Hinton conceived of an electric current as a four-dimensional vortex. He declared that on the Higher Space Hypothesis the revolution of the ether would yield the phenomenon of the electric current. The reader is referred to Hinton’s book, The Fourth Dimension, for an extended development of this idea. What follows is a brief summary of his argument. First, he examines the characteristics of a vortex in a three-dimensional fluid. Then he conceives of what such a vortex would be in a four-dimensional medium of analogous properties. The whirl would be about a plane, and the contour of this plane would correspond to the ends of the axis line in the former vortex; and as before, the vortex would extend to the boundary. Every electric current forms a closed circuit: this is equivalent to the hyper-vortex having its ends in the boundary of the hyper-fluid. The vortex with a surface as its axis, therefore, affords a geometric image of a closed circuit.
Hinton supposes a conductor to be a body which has the property of serving as a terminal abutment to such a hyper-vortex as has been described. The conception that he forms of a closed current, therefore, is of a vortex sheet having its edge along the circuit of the conducting wire. The whole wire would then be like the centers on which a spindle turns in three-dimensional space, and any interruption of the continuity of the wire would produce a tension in place of a continuous revolution. The phenomena of electricity—polarity, induction, and the like—are of the nature of the stress and strain of a medium, but one possessing properties unlike those of ordinary matter. The phenomena can be explained in terms of higher space. If Hinton’s hypothesis be the true explanation, the universality of electro-magnetic action would again point to the conclusion that our three-dimensional world is superficial—the surface, that is, of a four-dimensional universe.
THE GREATER UNIVERSE
This practically exhausts the list of accepted and accredited indications of hyper-dimensionality in our physical environment. But if the collective human consciousness is moving into the fourth dimension, such indications are bound to multiply out of all measure. It should be remembered that in Franklin’s day electricity was manifest only in the friction of surfaces and in the thunderbolt. To-day all physical phenomena, in their last analysis, are considered to be electrical. The world is not different, but perception has evolved, and is evolving.

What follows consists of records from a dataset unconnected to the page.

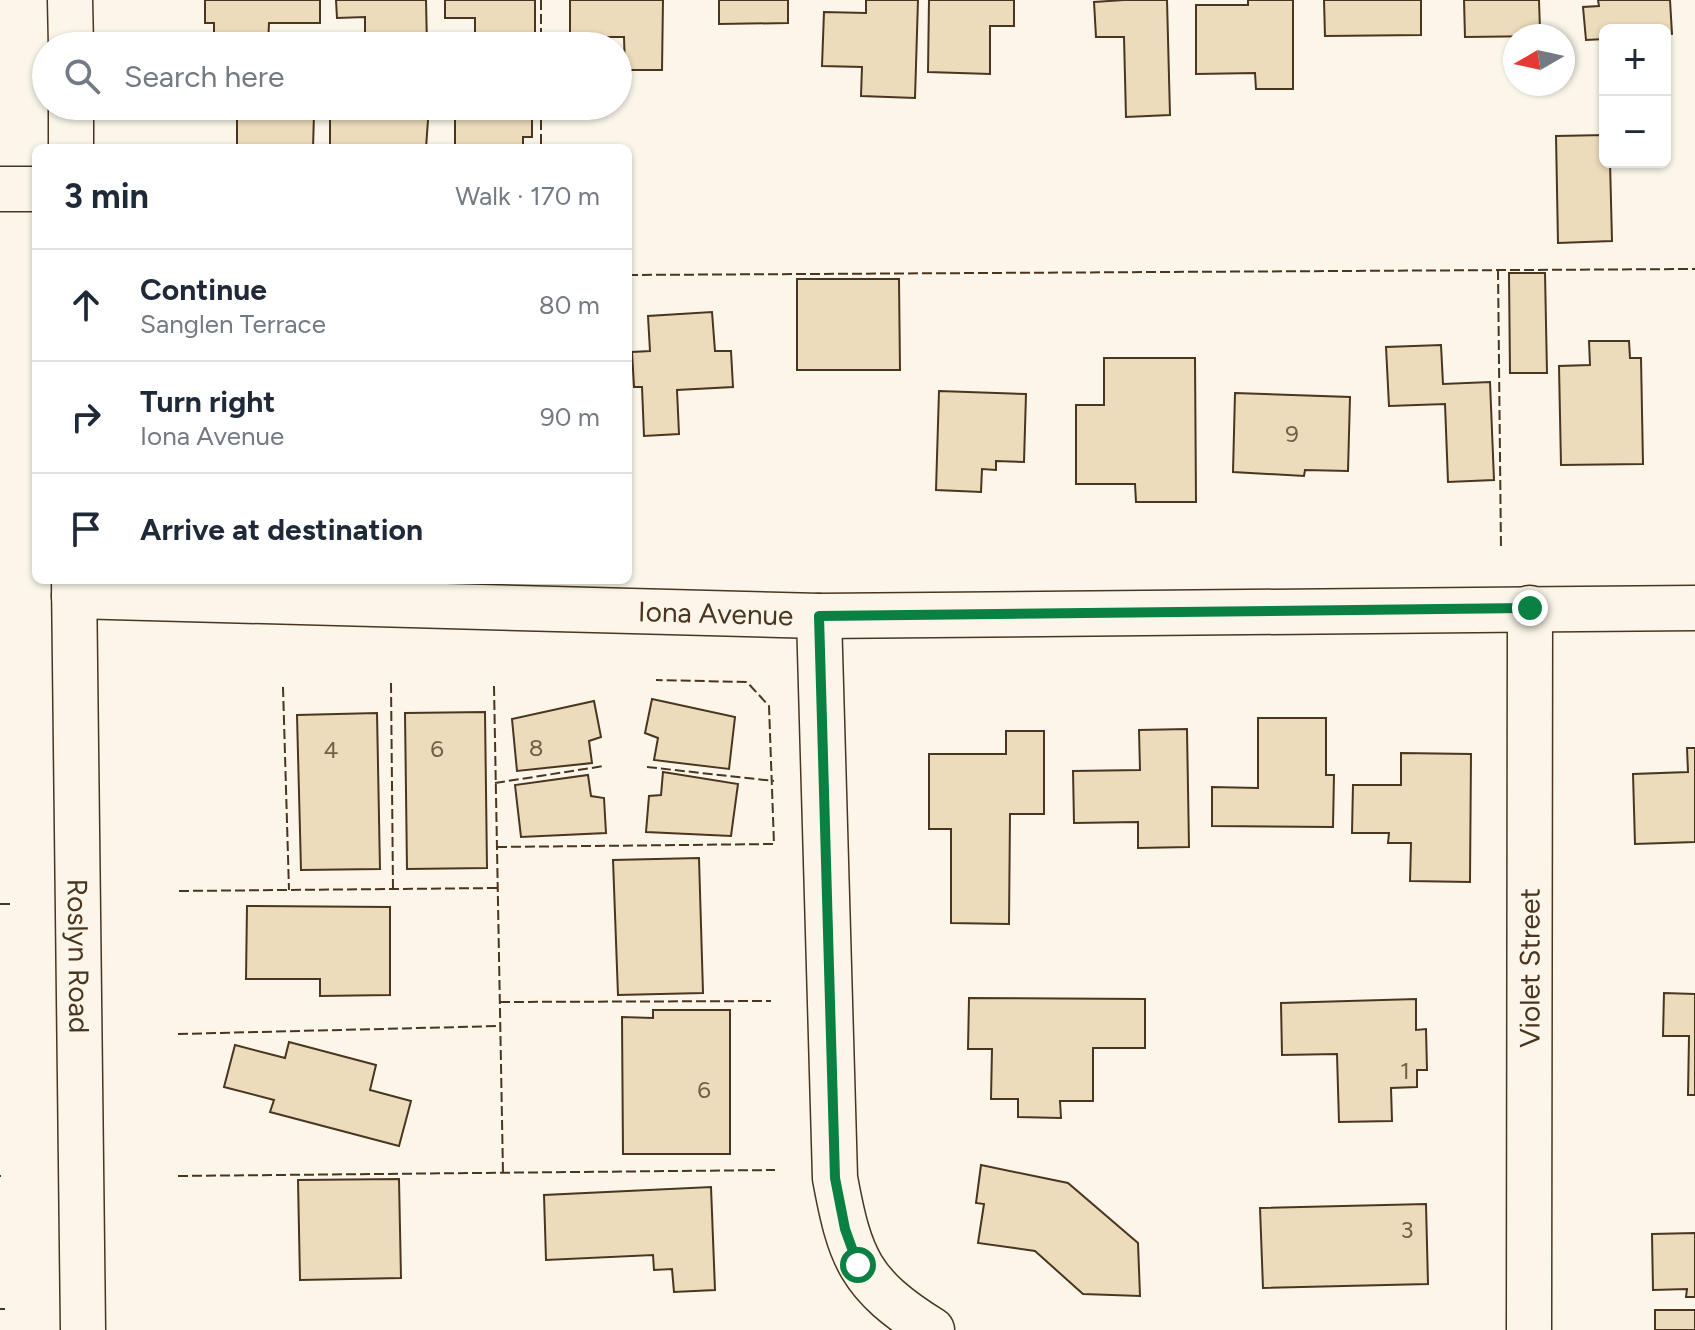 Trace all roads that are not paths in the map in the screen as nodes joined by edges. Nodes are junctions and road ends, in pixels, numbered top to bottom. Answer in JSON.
{"nodes":[{"id":1,"x":70,"y":0,"type":"edge"},
{"id":2,"x":71,"y":32,"type":"edge"},
{"id":3,"x":71,"y":120,"type":"edge"},
{"id":4,"x":71,"y":144,"type":"edge"},
{"id":5,"x":0,"y":189,"type":"edge"},
{"id":6,"x":32,"y":189,"type":"edge"},
{"id":7,"x":74,"y":588,"type":"edge"},
{"id":8,"x":1530,"y":608,"type":"junction"},
{"id":9,"x":1695,"y":608,"type":"edge"},
{"id":10,"x":819,"y":616,"type":"junction"},
{"id":11,"x":83,"y":1330,"type":"edge"},
{"id":12,"x":932,"y":1330,"type":"edge"},
{"id":13,"x":1529,"y":1330,"type":"edge"}],
"edges":[{"from":1,"to":2,"type":"street"},
{"from":3,"to":4,"type":"street"},
{"from":5,"to":6,"type":"street"},
{"from":7,"to":10,"type":"street","name":"Iona Avenue"},
{"from":7,"to":11,"type":"street","name":"Roslyn Road"},
{"from":8,"to":9,"type":"street","name":"Iona Avenue"},
{"from":8,"to":10,"type":"street","name":"Iona Avenue"},
{"from":8,"to":13,"type":"street","name":"Violet Street"},
{"from":10,"to":12,"type":"street"}]}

There is another field, in which some of our ablest minds are searching for evidences of the curvature of space, the field of astronomy and astro-physics. But into this the layman hesitates to enter because the experts themselves have found no common ground of understanding. The ether of space is a battlefield strewn with dead and dying hypotheses; gravitation, like multiplication, is vexation; the very nature of time, form and movement is under vivid discussion, in connection with what is known as the Theory of Relativity.